START Available records
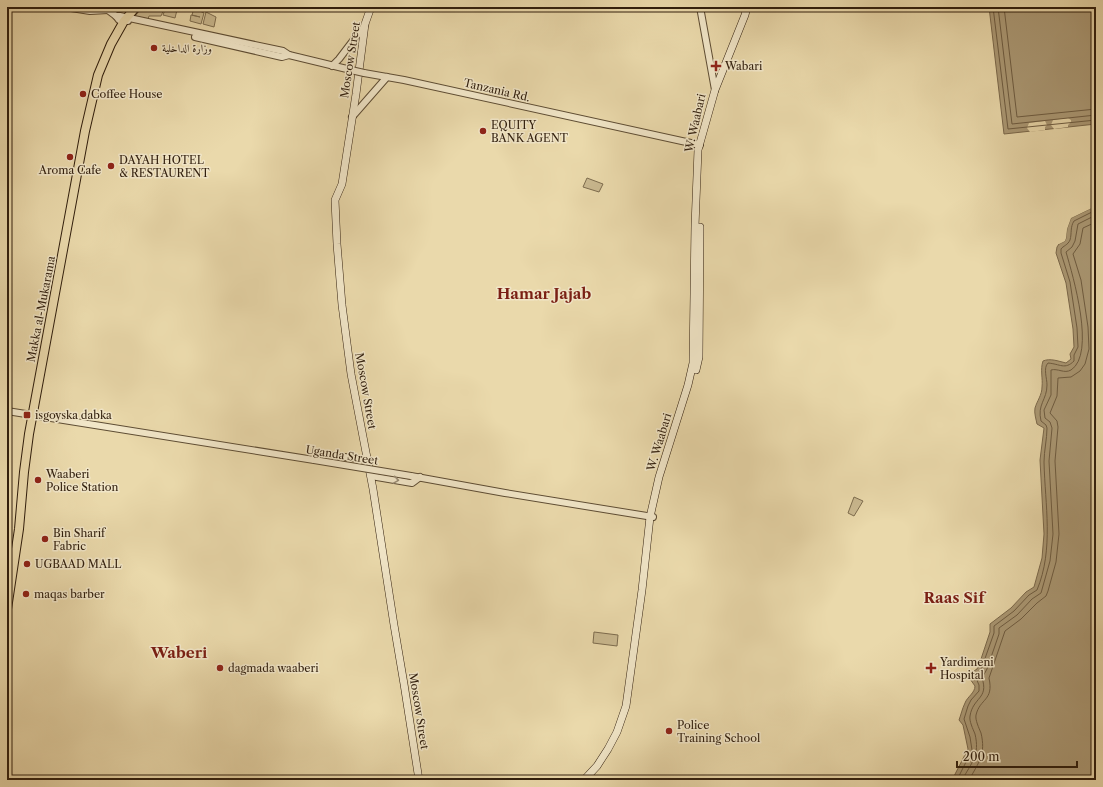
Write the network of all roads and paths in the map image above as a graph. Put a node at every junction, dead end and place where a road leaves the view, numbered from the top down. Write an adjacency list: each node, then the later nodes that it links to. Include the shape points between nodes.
1 (65, 7): 7 (street, via 90,11)
2 (129, 7): 8 (highway)
3 (136, 7): 8 (highway)
4 (371, 7): 9 (main road, Moscow Street)
5 (700, 7): 12 (street)
6 (747, 7): 12 (main road)
7 (108, 9): 8 (street, Tanzania Rd.)
8 (122, 18): 10 (street, Tanzania Rd., via 234,43 282,57 289,55); 16 (highway, Makka al-Mukarama, via 104,45 96,65)
9 (365, 24): 10 (street); 13 (main road, Moscow Street)
10 (332, 66): 11 (street, Tanzania Rd., bridge)
11 (387, 77): 13 (street); 14 (street, Tanzania Rd.)
12 (714, 90): 14 (main road, W. Waabari); 21 (main road, W. Waabari, via 701,161 699,357)
13 (352, 117): 18 (main road, Moscow Street, via 342,184 335,200 335,207 347,344)
14 (700, 145): 21 (main road, W. Waabari, via 696,187 693,363 659,477)
15 (7, 411): 16 (street, Uganda Street)
16 (30, 414): 17 (street, Uganda Street); 22 (highway, Makka al-Mukarama); 23 (highway, Makka al-Mukarama, via 19,529)
17 (314, 460): 18 (street, via 321,454); 20 (street, Uganda Street, bridge)
18 (368, 460): 19 (main road, Moscow Street)
19 (371, 476): 20 (street, one-way to 20, via 412,483); 24 (main road, Moscow Street)
20 (420, 477): 21 (street, Uganda Street)
21 (652, 517): 25 (main road, W. Waabari, via 626,706 608,749); 26 (main road, W. Waabari, via 639,650 628,715 614,748)
22 (7, 579)
23 (7, 609)
24 (419, 780)
25 (584, 780)
26 (590, 780)

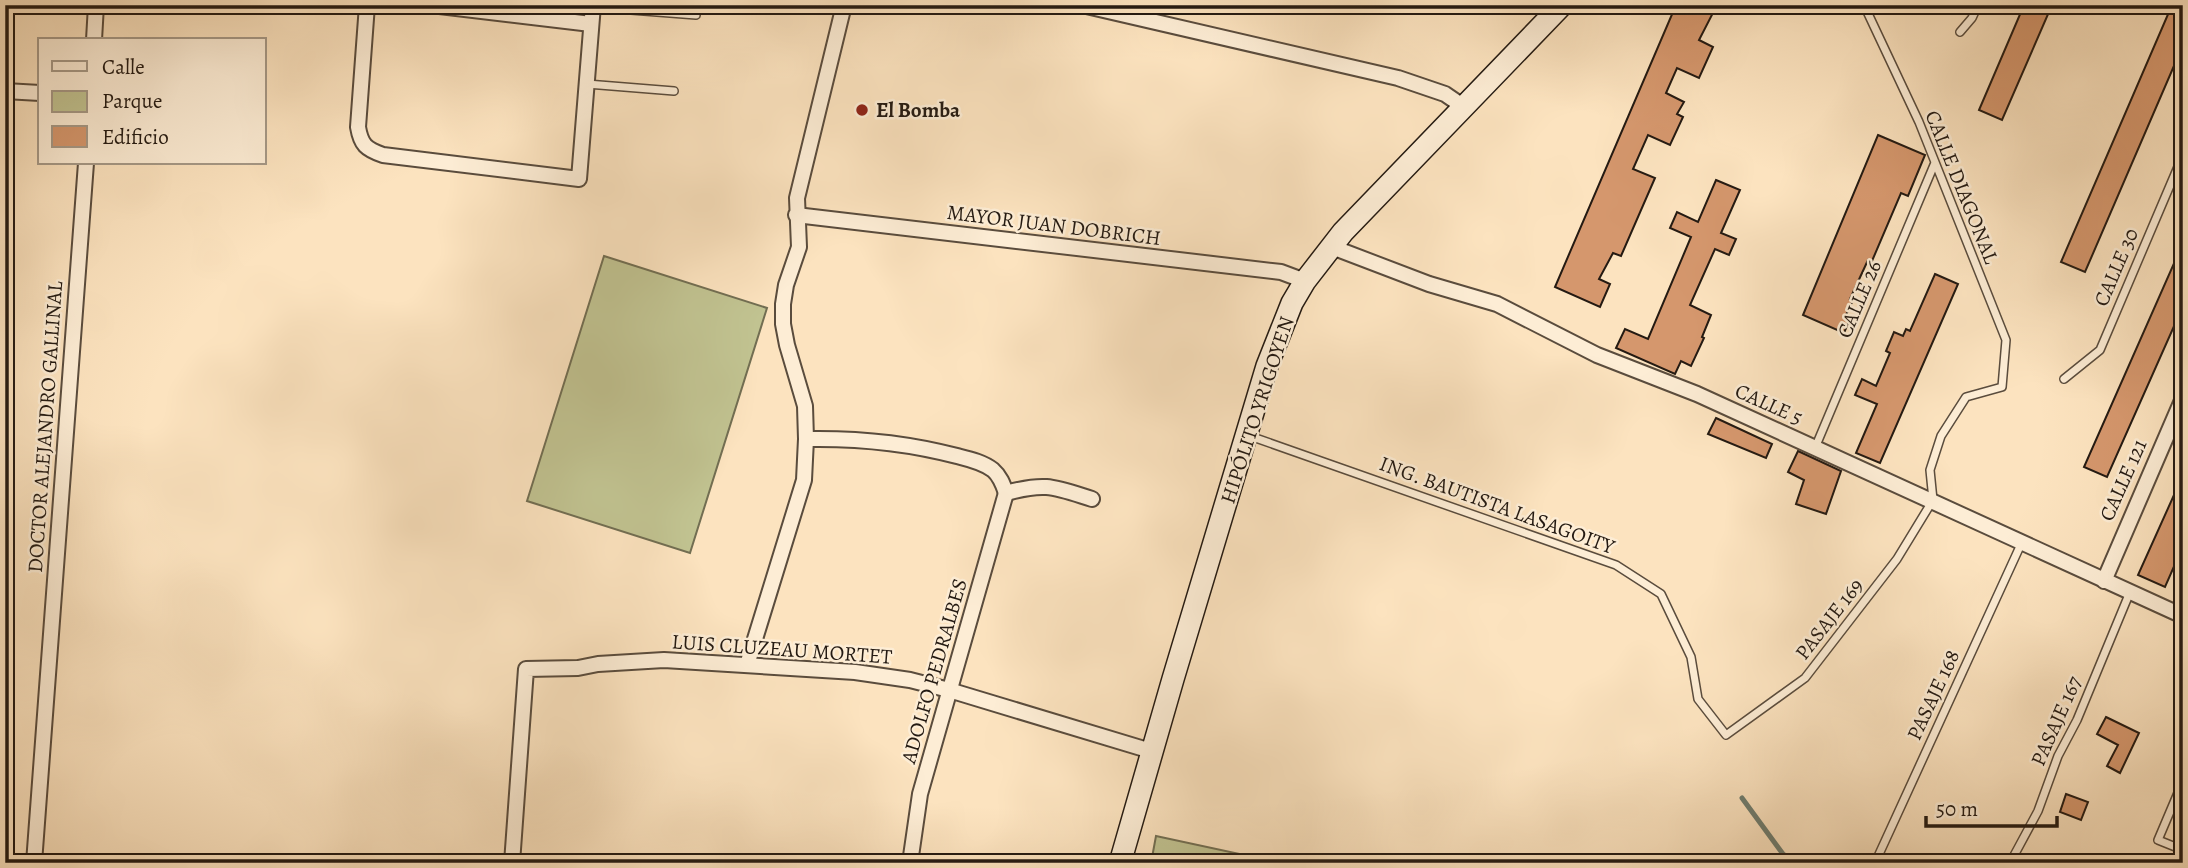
END Available records
Requirement: Strip out the pictures and repeat the listing above exactly.

Response for this exercise:
Write the network of all roads and paths in the map image above as a graph. Put a node at every junction, dead end and place where a road leaves the view, numbered from the top down. Write an adjacency list: each node, then the later nodes that it links to. Include the shape points between nodes.
1 (65, 7): 7 (street, via 90,11)
2 (129, 7): 8 (highway)
3 (136, 7): 8 (highway)
4 (371, 7): 9 (main road, Moscow Street)
5 (700, 7): 12 (street)
6 (747, 7): 12 (main road)
7 (108, 9): 8 (street, Tanzania Rd.)
8 (122, 18): 10 (street, Tanzania Rd., via 234,43 282,57 289,55); 16 (highway, Makka al-Mukarama, via 104,45 96,65)
9 (365, 24): 10 (street); 13 (main road, Moscow Street)
10 (332, 66): 11 (street, Tanzania Rd., bridge)
11 (387, 77): 13 (street); 14 (street, Tanzania Rd.)
12 (714, 90): 14 (main road, W. Waabari); 21 (main road, W. Waabari, via 701,161 699,357)
13 (352, 117): 18 (main road, Moscow Street, via 342,184 335,200 335,207 347,344)
14 (700, 145): 21 (main road, W. Waabari, via 696,187 693,363 659,477)
15 (7, 411): 16 (street, Uganda Street)
16 (30, 414): 17 (street, Uganda Street); 22 (highway, Makka al-Mukarama); 23 (highway, Makka al-Mukarama, via 19,529)
17 (314, 460): 18 (street, via 321,454); 20 (street, Uganda Street, bridge)
18 (368, 460): 19 (main road, Moscow Street)
19 (371, 476): 20 (street, one-way to 20, via 412,483); 24 (main road, Moscow Street)
20 (420, 477): 21 (street, Uganda Street)
21 (652, 517): 25 (main road, W. Waabari, via 626,706 608,749); 26 (main road, W. Waabari, via 639,650 628,715 614,748)
22 (7, 579)
23 (7, 609)
24 (419, 780)
25 (584, 780)
26 (590, 780)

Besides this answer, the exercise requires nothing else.